A Common Deletion in the APOBEC3 Genes and Breast Cancer Risk

• Published in: JNCI : Journal of the National Cancer Institute Vol. 105; no. 8; pp. 573 - 579
• Main Authors: Long, Jirong, Delahanty, Ryan J., Li, Guoliang, Gao, Yu-Tang, Lu, Wei, Cai, Qiuyin, Xiang, Yong-Bing, Li, Chun, Ji, Bu-Tian, Zheng, Ying, Ali, Simak, Shu, Xiao-Ou, Zheng, Wei
• Format: Journal Article
• Language: English
• Published: Cary, NC Oxford University Press 17.04.2013; Oxford Publishing Limited (England)

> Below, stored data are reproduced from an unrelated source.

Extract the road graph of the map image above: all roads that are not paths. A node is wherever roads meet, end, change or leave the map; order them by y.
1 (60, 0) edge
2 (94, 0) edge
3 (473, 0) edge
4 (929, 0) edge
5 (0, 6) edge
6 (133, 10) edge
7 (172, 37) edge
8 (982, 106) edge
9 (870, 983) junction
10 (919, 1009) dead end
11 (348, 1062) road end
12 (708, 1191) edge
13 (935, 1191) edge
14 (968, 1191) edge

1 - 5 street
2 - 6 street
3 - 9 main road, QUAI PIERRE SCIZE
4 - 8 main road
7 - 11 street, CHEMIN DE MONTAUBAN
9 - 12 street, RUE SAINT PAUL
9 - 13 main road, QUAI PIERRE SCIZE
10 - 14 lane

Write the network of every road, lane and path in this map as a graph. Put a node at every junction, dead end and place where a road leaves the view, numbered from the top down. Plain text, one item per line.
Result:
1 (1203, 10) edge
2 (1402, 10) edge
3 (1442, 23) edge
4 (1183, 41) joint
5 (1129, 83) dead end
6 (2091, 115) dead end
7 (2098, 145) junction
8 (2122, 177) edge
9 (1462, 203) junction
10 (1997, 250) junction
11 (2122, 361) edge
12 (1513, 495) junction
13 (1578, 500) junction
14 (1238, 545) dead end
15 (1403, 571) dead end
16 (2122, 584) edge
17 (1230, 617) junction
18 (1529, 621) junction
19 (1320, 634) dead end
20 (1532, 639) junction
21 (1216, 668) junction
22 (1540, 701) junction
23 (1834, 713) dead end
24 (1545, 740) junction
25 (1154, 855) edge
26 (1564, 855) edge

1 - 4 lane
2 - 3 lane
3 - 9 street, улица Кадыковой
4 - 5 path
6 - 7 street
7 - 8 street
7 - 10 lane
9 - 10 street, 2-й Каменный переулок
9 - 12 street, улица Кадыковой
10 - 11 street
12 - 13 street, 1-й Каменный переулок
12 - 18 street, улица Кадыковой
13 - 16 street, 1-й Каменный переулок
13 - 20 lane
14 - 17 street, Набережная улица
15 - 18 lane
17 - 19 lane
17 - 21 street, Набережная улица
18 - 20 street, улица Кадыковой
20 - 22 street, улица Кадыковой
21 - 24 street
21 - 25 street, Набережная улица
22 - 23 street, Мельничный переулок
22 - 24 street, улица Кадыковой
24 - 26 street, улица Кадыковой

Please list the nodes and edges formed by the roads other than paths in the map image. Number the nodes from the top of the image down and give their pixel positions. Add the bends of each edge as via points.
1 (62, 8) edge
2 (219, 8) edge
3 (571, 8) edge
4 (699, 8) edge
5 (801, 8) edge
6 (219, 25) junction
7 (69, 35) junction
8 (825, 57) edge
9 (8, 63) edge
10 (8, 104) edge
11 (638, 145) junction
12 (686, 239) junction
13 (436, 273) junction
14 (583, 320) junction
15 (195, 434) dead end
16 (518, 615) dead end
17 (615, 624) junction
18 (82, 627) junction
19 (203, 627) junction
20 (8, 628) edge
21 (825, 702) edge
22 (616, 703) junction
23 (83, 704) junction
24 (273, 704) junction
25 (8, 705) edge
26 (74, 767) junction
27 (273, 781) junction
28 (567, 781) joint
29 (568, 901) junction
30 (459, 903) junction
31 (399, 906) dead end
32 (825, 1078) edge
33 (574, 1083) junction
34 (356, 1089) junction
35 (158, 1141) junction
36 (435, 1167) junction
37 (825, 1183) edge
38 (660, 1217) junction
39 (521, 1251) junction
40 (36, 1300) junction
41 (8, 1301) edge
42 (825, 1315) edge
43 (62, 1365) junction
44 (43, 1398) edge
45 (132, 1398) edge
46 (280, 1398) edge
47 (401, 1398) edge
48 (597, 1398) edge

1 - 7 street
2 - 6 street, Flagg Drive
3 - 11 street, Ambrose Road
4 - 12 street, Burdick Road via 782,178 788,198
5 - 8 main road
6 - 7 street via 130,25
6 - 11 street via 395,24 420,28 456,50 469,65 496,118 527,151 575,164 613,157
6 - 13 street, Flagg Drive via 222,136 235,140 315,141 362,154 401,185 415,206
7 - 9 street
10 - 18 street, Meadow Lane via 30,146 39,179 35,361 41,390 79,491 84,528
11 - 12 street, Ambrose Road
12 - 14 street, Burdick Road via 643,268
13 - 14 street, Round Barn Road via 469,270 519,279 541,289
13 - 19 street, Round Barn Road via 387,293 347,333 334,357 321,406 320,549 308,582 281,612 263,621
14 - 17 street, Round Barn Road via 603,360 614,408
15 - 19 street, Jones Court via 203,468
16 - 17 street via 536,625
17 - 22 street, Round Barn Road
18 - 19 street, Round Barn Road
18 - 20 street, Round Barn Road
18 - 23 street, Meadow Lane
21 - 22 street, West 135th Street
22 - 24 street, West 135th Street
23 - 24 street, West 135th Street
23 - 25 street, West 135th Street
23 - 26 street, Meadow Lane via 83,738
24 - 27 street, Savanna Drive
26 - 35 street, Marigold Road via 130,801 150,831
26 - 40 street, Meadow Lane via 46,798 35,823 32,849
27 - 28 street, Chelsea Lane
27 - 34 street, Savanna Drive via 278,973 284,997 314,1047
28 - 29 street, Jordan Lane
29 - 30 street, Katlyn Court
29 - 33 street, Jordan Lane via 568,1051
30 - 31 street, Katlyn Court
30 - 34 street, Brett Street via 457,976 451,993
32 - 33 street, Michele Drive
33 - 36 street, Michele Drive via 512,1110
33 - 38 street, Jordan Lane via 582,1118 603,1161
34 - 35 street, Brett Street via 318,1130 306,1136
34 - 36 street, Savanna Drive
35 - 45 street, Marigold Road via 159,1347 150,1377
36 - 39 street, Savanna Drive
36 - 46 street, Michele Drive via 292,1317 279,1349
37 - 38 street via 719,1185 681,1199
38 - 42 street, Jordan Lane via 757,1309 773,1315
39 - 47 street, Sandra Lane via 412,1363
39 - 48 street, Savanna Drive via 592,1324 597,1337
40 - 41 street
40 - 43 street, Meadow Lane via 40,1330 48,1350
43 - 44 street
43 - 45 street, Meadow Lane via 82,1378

• Subjects: Adult; Aged; APOBEC Deaminases; Asian People - genetics; Biological and medical sciences; Breast cancer; Breast Neoplasms - genetics; China; Cytidine Deaminase; Cytosine Deaminase - genetics; DNA Copy Number Variations; Female; Gene Deletion; Genes; Genetic Predisposition to Disease; Genome-Wide Association Study; Genomes; Gynecology. Andrology. Obstetrics; Humans; Mammary gland diseases; Medical sciences; Middle Aged; Multiple tumors. Solid tumors. Tumors in childhood (general aspects); Odds Ratio; Real-Time Polymerase Chain Reaction; Risk Assessment; Risk Factors; Tropical medicine; Tumors; Asia; China; Human; Breast disease; Breast cancer; Malignant tumor; Epidemiology; Mammary gland diseases; Cancerology; Gene; Risk factor; Deletion; Genetics; Public health; Cancer
• ISSN: 0027-8874; 1460-2105; 1460-2105
• DOI: 10.1093/jnci/djt018

Genome-wide association studies (GWASs) have identified multiple genetic susceptibility loci for breast cancer. However, these loci explain only a small fraction of the heritability. Very few studies have evaluated copy number variation (CNV), another important source of human genetic variation, in relation to breast cancer risk. We conducted a CNV GWAS in 2623 breast cancer patients and 1946 control subjects using data from Affymetrix SNP Array 6.0 (stage 1). We then replicated the most promising CNV using real-time quantitative polymerase chain reaction (qPCR) in an independent set of 4254 case patients and 4387 control subjects (stage 2). All subjects were recruited from population-based studies conducted among Chinese women in Shanghai. Of the 268 common CNVs (minor allele frequency ≥ 5%) investigated in stage 1, the strongest association was found for a common deletion in the APOBEC3 genes (P = 1.1×10(-4)) and was replicated in stage 2 (odds ratio =1.35, 95% confidence interval [CI] = 1.27 to 1.44; P = 9.6×10(-22)). Analyses of all samples from both stages using qPCR data produced odds ratios of 1.31 (95% CI = 1.21 to 1.42) for a one-copy deletion and 1.76 (95% CI = 1.57 to 1.97) for a two-copy deletion (P = 2.0×10(-24)). We provide convincing evidence for a novel breast cancer locus at the APOBEC3 genes. This CNV is one of the strongest common genetic risk variants identified so far for breast cancer.